Exercise data:
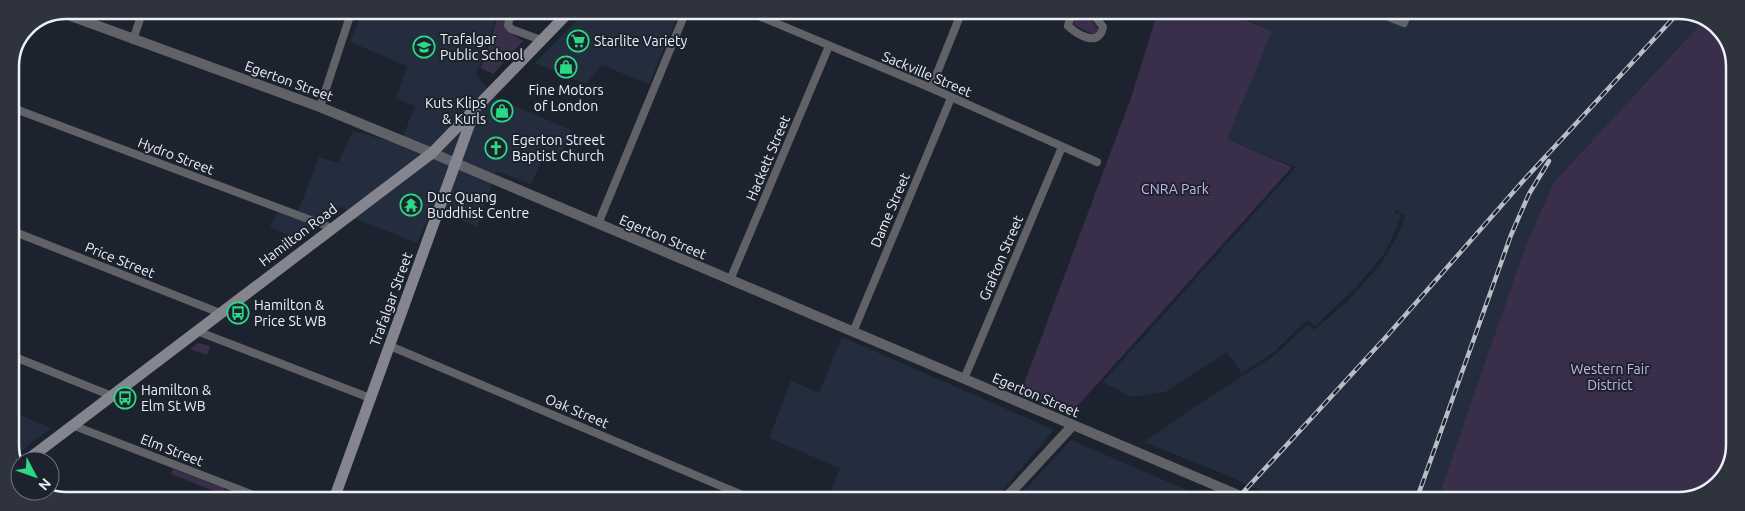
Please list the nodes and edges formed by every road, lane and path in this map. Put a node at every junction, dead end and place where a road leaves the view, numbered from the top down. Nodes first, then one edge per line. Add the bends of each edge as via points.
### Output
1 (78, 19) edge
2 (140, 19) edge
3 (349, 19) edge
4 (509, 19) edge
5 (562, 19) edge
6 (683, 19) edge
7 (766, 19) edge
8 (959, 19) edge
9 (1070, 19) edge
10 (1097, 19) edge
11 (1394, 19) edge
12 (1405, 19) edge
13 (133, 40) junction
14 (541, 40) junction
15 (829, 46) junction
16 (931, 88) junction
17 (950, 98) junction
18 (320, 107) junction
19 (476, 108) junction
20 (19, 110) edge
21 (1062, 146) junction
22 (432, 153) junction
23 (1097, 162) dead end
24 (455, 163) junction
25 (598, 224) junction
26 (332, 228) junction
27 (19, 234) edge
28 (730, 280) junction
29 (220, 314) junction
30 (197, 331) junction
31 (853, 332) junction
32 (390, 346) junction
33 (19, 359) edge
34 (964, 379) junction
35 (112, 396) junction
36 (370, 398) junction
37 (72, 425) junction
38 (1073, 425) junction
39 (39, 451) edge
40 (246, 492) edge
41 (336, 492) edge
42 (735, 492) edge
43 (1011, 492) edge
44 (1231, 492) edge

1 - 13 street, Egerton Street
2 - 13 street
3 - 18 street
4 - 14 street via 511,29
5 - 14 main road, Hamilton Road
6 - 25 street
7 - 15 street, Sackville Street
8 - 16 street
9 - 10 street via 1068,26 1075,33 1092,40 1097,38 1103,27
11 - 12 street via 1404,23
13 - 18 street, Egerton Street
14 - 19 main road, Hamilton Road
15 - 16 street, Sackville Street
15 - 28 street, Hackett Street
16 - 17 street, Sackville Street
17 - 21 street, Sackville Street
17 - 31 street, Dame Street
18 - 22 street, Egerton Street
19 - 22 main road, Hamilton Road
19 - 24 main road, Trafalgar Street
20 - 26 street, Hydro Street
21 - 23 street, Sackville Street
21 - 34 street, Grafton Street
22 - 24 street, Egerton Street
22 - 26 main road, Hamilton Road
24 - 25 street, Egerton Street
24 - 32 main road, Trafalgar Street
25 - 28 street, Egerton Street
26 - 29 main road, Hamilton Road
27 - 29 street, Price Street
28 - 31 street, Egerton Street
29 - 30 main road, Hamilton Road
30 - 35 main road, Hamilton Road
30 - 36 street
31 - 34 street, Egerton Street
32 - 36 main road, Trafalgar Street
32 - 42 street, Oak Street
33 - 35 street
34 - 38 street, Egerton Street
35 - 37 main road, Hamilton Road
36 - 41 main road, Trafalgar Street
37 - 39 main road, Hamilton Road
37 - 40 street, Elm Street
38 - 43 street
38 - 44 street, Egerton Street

==

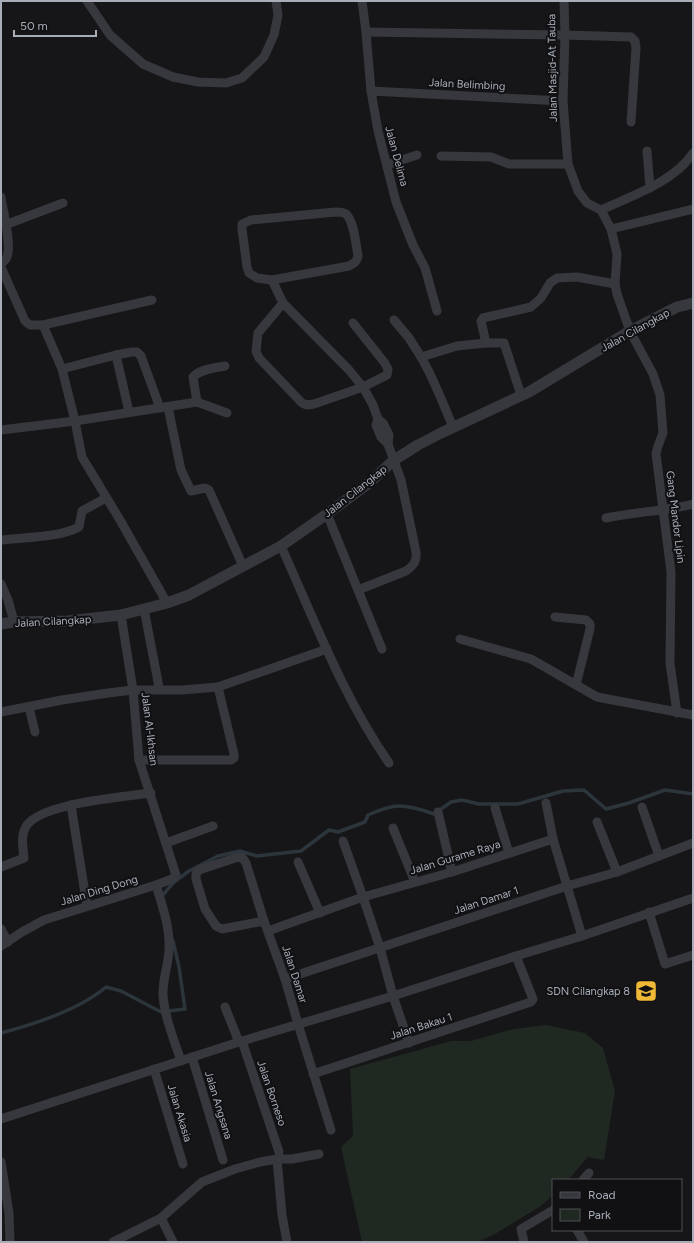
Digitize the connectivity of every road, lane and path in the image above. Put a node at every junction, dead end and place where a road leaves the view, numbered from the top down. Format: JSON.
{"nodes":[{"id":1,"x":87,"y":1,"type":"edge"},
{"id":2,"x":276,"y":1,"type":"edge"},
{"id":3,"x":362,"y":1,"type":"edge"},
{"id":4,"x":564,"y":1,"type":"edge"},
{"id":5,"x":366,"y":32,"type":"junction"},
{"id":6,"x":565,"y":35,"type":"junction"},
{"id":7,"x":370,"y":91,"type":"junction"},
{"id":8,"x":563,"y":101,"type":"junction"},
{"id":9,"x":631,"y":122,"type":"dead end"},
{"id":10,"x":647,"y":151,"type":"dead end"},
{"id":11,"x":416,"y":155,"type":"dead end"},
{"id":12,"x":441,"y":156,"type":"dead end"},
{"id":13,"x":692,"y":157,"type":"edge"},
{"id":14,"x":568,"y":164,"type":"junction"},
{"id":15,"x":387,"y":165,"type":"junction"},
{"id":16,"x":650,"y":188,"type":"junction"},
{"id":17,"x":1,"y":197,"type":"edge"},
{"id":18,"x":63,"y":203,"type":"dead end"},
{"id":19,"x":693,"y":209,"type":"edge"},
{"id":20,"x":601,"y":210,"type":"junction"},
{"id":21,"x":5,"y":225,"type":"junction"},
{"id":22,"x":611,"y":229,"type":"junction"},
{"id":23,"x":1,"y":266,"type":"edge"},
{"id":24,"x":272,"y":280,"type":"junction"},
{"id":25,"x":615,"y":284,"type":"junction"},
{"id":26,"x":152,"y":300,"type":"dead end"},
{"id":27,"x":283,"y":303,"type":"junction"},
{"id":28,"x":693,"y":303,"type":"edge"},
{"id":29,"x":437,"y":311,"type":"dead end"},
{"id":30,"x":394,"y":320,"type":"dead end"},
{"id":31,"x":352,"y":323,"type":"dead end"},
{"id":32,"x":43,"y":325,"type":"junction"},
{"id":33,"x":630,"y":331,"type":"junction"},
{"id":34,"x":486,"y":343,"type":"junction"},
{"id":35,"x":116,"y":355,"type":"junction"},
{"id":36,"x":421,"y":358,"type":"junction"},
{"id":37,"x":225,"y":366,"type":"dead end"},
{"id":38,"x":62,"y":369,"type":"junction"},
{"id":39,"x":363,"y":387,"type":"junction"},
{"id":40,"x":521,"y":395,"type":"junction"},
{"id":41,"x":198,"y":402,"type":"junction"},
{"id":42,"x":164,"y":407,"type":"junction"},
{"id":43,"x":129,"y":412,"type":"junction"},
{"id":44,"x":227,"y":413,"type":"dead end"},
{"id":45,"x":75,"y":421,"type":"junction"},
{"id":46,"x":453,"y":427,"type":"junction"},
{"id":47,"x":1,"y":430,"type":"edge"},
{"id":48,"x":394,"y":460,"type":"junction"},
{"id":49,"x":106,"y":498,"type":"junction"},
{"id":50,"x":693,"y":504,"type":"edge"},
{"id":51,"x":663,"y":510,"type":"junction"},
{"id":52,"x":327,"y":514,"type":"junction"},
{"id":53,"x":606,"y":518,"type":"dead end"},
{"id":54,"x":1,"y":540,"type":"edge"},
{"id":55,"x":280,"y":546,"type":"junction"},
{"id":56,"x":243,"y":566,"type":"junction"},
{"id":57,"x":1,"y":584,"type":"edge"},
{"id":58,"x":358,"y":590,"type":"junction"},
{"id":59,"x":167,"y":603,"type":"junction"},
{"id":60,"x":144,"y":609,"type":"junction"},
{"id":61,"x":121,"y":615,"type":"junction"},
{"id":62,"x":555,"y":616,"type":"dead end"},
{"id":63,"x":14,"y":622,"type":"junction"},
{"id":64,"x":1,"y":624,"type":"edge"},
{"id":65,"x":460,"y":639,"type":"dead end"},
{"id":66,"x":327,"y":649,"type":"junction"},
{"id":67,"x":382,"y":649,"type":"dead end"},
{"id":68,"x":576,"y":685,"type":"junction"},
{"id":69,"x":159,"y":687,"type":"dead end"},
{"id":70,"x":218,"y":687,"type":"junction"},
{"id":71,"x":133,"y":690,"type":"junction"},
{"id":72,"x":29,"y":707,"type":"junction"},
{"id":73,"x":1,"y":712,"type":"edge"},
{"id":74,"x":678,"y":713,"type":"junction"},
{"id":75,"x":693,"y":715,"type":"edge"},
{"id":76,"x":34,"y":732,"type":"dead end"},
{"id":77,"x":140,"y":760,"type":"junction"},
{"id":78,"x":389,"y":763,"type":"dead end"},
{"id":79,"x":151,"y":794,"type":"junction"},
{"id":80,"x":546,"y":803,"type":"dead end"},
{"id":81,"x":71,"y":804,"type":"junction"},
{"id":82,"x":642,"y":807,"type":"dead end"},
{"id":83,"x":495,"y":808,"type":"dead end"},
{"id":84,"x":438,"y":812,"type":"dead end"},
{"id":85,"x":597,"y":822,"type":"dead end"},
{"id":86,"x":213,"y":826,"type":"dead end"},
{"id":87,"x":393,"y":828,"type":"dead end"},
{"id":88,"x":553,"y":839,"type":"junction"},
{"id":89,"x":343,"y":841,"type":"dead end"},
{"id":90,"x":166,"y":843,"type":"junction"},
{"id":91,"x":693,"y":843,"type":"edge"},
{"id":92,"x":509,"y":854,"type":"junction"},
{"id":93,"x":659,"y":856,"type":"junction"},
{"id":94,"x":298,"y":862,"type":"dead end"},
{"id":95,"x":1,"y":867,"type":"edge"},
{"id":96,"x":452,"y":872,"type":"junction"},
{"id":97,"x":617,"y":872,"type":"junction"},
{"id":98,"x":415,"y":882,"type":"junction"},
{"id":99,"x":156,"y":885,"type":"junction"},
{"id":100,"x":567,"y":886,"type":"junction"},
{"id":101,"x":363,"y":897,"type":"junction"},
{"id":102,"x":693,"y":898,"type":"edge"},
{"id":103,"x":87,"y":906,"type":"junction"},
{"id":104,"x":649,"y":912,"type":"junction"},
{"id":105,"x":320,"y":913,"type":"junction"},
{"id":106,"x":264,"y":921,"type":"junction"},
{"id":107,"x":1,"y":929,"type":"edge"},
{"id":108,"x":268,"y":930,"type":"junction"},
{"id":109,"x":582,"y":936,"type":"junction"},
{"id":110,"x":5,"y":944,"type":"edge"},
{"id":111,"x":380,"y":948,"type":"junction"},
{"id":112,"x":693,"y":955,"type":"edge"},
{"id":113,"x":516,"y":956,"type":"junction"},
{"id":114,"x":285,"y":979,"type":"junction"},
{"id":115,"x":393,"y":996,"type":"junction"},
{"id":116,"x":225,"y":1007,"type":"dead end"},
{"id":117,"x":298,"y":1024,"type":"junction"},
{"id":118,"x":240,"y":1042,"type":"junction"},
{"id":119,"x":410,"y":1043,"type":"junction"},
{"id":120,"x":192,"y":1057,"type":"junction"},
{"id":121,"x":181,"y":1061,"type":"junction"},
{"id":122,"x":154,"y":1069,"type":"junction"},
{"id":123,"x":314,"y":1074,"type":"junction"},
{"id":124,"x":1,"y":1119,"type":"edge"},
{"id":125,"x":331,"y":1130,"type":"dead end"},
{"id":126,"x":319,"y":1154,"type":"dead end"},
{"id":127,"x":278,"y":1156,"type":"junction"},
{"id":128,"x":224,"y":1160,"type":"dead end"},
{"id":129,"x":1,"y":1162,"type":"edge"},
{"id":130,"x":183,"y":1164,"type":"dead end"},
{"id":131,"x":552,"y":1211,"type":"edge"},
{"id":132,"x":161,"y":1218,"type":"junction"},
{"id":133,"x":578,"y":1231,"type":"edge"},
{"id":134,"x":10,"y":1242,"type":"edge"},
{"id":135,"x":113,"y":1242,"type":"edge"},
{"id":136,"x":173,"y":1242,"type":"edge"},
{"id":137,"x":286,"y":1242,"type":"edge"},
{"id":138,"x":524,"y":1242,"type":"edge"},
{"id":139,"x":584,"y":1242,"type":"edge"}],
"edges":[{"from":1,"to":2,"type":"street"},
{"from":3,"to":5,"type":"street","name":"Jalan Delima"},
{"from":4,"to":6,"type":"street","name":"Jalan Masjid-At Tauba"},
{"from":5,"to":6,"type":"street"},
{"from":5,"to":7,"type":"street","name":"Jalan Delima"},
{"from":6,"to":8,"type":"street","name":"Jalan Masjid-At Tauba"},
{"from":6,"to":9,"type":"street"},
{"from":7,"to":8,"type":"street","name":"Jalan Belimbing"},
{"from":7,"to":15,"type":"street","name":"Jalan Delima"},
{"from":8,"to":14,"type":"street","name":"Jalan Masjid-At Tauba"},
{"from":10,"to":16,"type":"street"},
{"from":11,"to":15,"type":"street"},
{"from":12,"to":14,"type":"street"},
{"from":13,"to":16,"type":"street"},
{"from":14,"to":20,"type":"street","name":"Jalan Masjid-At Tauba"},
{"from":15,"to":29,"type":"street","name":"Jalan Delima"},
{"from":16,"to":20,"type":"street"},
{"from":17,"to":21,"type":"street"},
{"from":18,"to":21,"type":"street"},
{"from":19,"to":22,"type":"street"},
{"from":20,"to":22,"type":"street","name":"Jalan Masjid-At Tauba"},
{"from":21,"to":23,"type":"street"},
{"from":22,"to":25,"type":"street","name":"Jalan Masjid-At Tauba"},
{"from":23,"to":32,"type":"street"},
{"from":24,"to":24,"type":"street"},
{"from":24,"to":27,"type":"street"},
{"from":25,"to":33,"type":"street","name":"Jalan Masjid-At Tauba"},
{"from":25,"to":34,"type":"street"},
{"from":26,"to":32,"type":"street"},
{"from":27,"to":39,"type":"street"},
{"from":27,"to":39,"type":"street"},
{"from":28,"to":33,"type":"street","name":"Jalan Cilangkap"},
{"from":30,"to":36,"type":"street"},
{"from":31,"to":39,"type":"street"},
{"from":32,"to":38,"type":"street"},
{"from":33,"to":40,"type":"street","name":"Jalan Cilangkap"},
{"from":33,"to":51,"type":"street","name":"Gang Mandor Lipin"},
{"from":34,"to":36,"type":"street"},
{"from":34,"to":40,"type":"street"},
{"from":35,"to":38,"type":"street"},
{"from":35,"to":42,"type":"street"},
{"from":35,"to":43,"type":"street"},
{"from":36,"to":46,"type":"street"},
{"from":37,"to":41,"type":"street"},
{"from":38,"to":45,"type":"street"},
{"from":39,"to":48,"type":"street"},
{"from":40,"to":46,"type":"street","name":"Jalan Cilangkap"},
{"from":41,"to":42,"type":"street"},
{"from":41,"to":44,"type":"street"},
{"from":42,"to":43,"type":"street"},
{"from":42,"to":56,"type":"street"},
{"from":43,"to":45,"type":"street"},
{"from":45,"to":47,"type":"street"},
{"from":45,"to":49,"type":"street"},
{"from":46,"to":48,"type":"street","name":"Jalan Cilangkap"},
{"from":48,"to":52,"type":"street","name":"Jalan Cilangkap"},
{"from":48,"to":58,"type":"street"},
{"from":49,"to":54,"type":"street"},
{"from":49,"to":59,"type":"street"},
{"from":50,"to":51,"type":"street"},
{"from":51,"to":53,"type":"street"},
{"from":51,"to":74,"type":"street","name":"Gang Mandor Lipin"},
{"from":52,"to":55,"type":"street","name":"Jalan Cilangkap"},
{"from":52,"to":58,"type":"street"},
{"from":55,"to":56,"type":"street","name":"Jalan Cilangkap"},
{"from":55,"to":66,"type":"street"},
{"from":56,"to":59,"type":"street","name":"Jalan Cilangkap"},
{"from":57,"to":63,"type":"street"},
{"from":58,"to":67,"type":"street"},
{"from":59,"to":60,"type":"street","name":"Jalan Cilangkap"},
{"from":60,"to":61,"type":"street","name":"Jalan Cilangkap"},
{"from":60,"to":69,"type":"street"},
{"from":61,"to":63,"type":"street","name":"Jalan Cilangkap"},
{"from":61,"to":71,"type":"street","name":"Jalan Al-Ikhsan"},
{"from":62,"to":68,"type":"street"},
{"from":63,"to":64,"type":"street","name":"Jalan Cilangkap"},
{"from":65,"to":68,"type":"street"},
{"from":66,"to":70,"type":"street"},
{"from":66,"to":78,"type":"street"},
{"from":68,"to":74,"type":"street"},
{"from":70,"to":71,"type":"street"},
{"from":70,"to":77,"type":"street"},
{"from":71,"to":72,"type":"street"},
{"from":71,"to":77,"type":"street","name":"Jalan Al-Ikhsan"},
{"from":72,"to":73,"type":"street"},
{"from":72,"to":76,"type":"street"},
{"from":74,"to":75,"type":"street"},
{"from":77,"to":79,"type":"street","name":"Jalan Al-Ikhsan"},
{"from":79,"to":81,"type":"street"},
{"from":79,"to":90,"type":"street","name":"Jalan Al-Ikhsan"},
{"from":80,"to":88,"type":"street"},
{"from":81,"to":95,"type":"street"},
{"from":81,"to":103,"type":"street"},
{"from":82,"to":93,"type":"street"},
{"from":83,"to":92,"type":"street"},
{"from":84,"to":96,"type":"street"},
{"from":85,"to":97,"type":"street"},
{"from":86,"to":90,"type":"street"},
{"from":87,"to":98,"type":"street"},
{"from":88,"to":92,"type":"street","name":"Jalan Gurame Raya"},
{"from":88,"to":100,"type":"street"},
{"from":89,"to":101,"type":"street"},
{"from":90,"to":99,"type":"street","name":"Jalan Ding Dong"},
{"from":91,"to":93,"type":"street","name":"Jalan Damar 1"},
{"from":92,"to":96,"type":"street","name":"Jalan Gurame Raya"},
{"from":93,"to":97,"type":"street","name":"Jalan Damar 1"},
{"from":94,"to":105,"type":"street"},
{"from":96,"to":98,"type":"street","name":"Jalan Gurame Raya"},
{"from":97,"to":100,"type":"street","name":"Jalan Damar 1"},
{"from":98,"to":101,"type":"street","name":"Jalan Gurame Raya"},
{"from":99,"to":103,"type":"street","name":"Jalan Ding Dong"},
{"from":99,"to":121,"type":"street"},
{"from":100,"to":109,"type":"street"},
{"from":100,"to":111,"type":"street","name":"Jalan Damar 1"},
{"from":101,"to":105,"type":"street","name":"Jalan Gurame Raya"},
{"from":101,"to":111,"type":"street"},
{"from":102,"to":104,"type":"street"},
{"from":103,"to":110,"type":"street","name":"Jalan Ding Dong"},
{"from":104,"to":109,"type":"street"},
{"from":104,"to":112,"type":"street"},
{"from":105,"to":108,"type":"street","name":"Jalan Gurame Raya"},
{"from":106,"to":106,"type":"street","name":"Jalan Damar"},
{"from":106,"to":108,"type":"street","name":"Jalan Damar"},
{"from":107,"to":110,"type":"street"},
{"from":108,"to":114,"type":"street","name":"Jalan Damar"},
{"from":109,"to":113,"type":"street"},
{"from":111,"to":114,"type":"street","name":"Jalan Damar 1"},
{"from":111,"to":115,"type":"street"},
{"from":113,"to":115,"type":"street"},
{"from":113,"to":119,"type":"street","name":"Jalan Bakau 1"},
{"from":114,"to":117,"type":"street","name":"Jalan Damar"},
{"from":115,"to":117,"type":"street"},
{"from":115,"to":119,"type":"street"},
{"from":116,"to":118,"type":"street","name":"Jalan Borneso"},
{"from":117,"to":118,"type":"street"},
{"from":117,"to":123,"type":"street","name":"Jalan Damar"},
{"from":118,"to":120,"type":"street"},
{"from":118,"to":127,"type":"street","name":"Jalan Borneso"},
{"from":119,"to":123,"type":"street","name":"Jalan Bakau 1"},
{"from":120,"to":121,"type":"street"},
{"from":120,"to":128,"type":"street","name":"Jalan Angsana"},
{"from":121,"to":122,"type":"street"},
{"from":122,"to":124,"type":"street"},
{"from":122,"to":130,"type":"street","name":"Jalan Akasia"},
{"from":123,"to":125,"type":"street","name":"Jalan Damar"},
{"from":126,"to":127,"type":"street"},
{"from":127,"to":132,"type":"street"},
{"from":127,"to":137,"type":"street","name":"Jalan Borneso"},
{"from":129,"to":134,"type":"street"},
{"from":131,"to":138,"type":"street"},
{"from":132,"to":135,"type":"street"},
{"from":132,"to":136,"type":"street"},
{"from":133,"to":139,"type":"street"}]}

* * *

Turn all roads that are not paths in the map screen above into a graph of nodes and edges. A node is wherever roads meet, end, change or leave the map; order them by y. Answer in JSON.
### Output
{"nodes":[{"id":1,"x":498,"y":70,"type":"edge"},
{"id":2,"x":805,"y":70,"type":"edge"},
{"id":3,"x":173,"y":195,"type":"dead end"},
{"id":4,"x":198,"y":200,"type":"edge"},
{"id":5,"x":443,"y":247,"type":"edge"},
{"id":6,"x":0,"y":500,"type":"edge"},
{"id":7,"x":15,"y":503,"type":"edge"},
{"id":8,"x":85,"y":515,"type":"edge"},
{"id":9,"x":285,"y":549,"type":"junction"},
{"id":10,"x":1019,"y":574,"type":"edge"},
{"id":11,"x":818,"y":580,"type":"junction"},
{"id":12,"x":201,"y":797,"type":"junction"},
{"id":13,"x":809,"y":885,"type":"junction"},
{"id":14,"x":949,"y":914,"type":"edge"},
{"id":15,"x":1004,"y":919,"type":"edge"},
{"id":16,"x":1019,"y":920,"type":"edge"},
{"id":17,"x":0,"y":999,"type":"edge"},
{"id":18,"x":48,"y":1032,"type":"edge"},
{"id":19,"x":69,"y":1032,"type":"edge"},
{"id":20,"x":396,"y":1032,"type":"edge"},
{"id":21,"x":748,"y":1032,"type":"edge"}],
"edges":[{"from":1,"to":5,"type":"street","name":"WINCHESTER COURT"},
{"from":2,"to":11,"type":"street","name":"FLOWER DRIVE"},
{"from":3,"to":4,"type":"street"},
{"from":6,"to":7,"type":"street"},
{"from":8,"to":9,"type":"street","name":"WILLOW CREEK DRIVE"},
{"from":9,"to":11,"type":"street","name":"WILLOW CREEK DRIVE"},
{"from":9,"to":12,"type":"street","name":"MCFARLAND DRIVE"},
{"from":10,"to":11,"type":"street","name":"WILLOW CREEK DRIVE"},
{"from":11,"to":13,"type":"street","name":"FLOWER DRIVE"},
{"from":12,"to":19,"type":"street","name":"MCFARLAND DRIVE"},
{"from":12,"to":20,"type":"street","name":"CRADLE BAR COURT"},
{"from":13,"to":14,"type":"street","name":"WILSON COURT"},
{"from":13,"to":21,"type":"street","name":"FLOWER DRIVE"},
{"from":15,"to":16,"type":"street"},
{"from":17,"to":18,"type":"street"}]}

Problem to work on: Throughout the material above, find every line holding "nodes" and copy it.

Reply to the exercise:
Please list the nodes and edges formed by every road, lane and path in this map. Put a node at every junction, dead end and place where a road leaves the view, numbered from the top down. Nodes first, then one edge per line. Add the bends of each edge as via points.
{"nodes":[{"id":1,"x":87,"y":1,"type":"edge"},
Turn all roads that are not paths in the map screen above into a graph of nodes and edges. A node is wherever roads meet, end, change or leave the map; order them by y. Answer in JSON.
{"nodes":[{"id":1,"x":498,"y":70,"type":"edge"},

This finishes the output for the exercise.